## WHAT YOU ARE ASKED TO DO
All records, exactly as written, minus the pictures: copy them out.

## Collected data

□ □ □

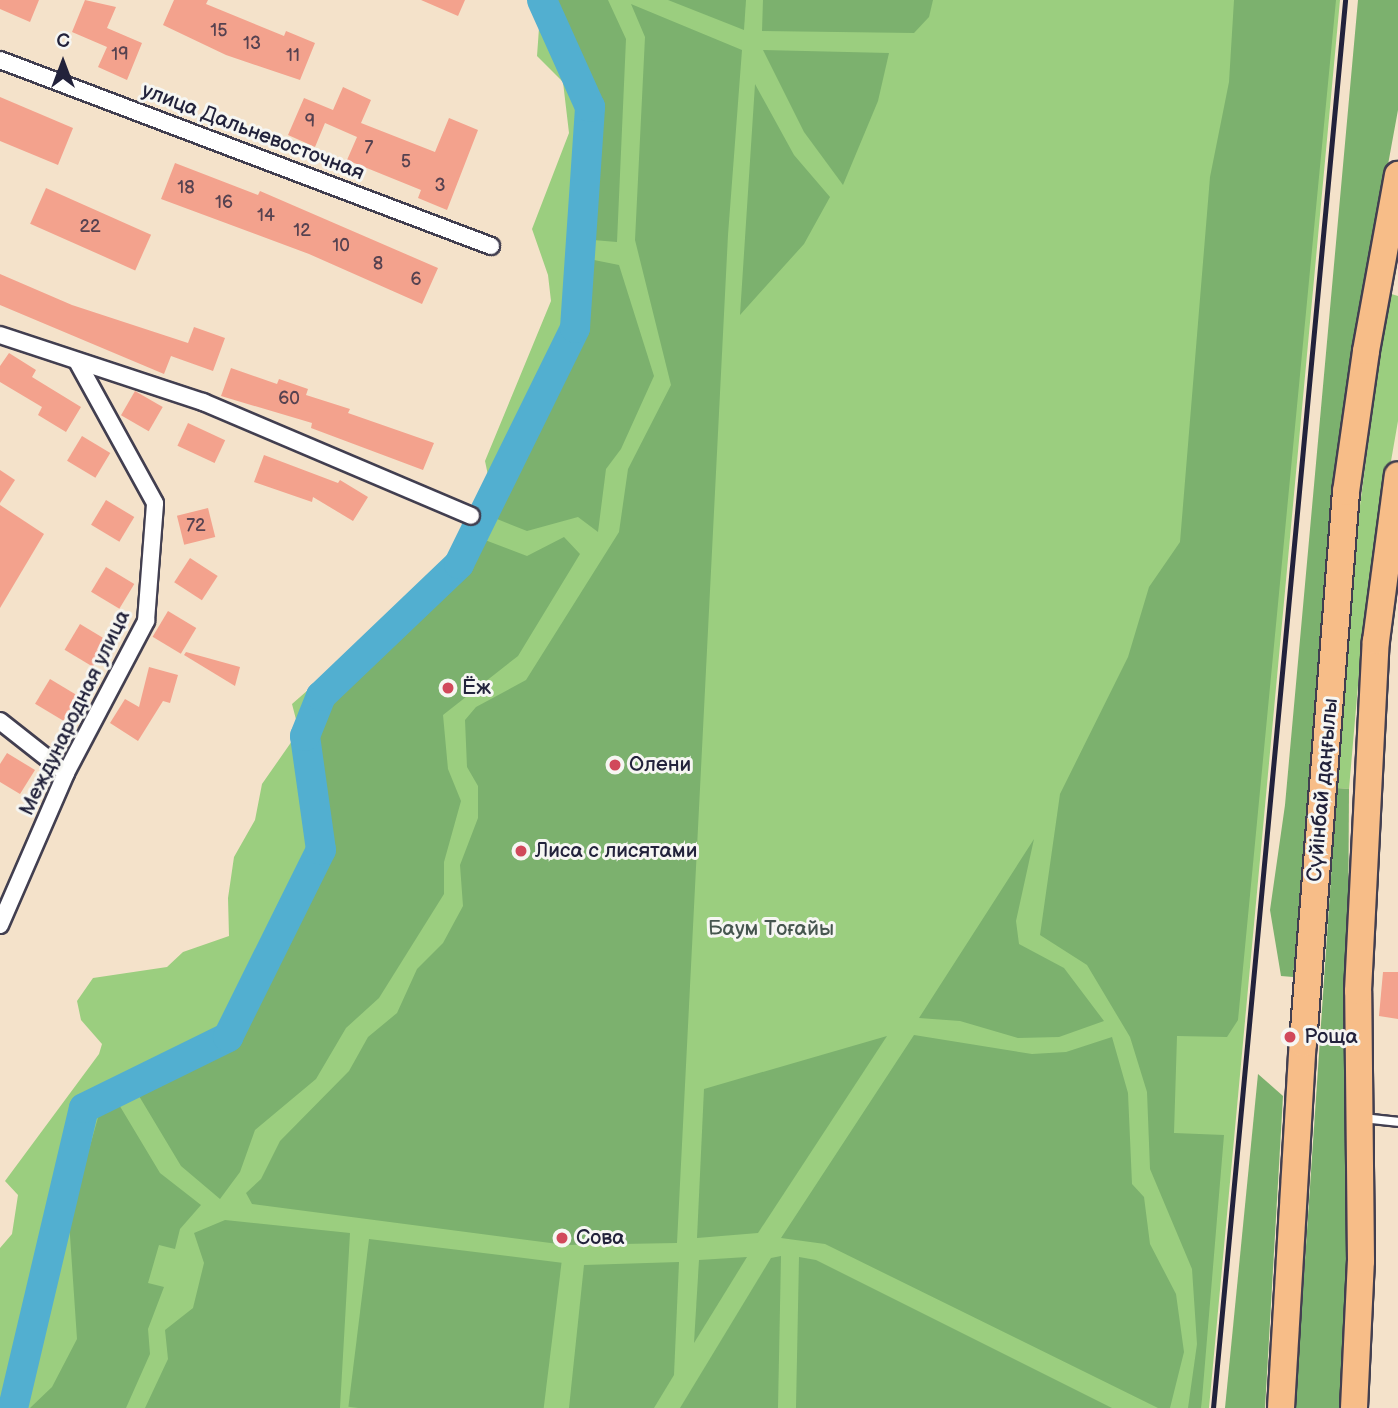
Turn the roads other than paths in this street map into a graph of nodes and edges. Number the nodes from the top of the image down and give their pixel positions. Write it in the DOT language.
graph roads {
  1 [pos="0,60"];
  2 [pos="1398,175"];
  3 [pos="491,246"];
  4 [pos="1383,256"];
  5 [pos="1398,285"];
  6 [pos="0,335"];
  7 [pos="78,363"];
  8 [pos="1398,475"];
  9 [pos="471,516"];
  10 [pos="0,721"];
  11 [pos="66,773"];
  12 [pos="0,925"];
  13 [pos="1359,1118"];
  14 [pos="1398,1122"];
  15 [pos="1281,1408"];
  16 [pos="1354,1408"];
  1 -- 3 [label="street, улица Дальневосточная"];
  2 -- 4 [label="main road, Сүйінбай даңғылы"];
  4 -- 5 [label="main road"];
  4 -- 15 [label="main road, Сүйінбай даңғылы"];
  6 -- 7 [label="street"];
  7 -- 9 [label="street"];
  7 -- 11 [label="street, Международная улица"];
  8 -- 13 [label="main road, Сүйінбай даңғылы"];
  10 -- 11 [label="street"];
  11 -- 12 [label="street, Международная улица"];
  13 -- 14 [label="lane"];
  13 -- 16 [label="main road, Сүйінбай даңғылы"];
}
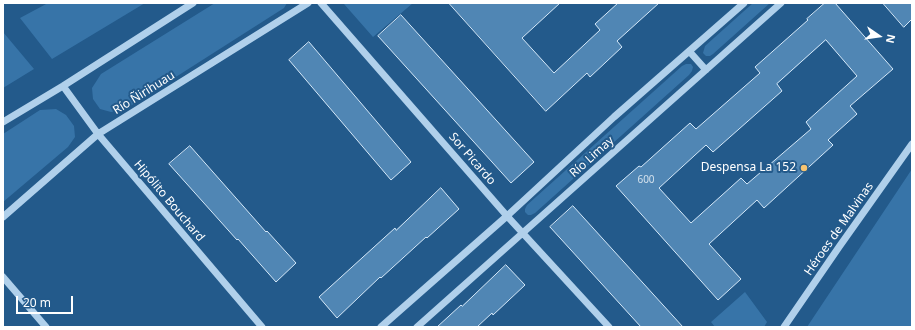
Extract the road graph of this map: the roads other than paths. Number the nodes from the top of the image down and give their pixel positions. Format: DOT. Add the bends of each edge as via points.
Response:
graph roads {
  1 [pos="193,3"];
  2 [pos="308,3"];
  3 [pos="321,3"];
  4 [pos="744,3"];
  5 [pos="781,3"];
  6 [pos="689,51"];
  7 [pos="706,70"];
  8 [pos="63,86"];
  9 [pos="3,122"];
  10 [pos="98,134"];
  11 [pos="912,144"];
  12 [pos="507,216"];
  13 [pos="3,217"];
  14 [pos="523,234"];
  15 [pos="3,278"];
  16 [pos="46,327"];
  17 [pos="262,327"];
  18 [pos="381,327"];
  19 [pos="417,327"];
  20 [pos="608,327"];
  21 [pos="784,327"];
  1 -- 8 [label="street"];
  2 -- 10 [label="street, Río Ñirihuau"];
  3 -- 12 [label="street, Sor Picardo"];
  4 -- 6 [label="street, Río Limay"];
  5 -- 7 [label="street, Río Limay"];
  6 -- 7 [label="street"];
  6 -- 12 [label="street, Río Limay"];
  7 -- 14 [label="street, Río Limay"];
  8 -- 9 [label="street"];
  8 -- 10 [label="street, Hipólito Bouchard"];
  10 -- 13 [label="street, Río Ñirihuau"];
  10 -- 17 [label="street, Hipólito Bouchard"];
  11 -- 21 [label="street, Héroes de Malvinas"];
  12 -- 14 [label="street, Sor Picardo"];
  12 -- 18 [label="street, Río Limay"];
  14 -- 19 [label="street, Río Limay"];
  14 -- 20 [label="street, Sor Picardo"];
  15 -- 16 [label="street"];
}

□ □ □

## RESPONSE
Turn the roads other than paths in this street map into a graph of nodes and edges. Number the nodes from the top of the image down and give their pixel positions. Write it in the DOT language.
graph roads {
  1 [pos="0,60"];
  2 [pos="1398,175"];
  3 [pos="491,246"];
  4 [pos="1383,256"];
  5 [pos="1398,285"];
  6 [pos="0,335"];
  7 [pos="78,363"];
  8 [pos="1398,475"];
  9 [pos="471,516"];
  10 [pos="0,721"];
  11 [pos="66,773"];
  12 [pos="0,925"];
  13 [pos="1359,1118"];
  14 [pos="1398,1122"];
  15 [pos="1281,1408"];
  16 [pos="1354,1408"];
  1 -- 3 [label="street, улица Дальневосточная"];
  2 -- 4 [label="main road, Сүйінбай даңғылы"];
  4 -- 5 [label="main road"];
  4 -- 15 [label="main road, Сүйінбай даңғылы"];
  6 -- 7 [label="street"];
  7 -- 9 [label="street"];
  7 -- 11 [label="street, Международная улица"];
  8 -- 13 [label="main road, Сүйінбай даңғылы"];
  10 -- 11 [label="street"];
  11 -- 12 [label="street, Международная улица"];
  13 -- 14 [label="lane"];
  13 -- 16 [label="main road, Сүйінбай даңғылы"];
}
Extract the road graph of this map: the roads other than paths. Number the nodes from the top of the image down and give their pixel positions. Format: DOT. Add the bends of each edge as via points.
Response:
graph roads {
  1 [pos="193,3"];
  2 [pos="308,3"];
  3 [pos="321,3"];
  4 [pos="744,3"];
  5 [pos="781,3"];
  6 [pos="689,51"];
  7 [pos="706,70"];
  8 [pos="63,86"];
  9 [pos="3,122"];
  10 [pos="98,134"];
  11 [pos="912,144"];
  12 [pos="507,216"];
  13 [pos="3,217"];
  14 [pos="523,234"];
  15 [pos="3,278"];
  16 [pos="46,327"];
  17 [pos="262,327"];
  18 [pos="381,327"];
  19 [pos="417,327"];
  20 [pos="608,327"];
  21 [pos="784,327"];
  1 -- 8 [label="street"];
  2 -- 10 [label="street, Río Ñirihuau"];
  3 -- 12 [label="street, Sor Picardo"];
  4 -- 6 [label="street, Río Limay"];
  5 -- 7 [label="street, Río Limay"];
  6 -- 7 [label="street"];
  6 -- 12 [label="street, Río Limay"];
  7 -- 14 [label="street, Río Limay"];
  8 -- 9 [label="street"];
  8 -- 10 [label="street, Hipólito Bouchard"];
  10 -- 13 [label="street, Río Ñirihuau"];
  10 -- 17 [label="street, Hipólito Bouchard"];
  11 -- 21 [label="street, Héroes de Malvinas"];
  12 -- 14 [label="street, Sor Picardo"];
  12 -- 18 [label="street, Río Limay"];
  14 -- 19 [label="street, Río Limay"];
  14 -- 20 [label="street, Sor Picardo"];
  15 -- 16 [label="street"];
}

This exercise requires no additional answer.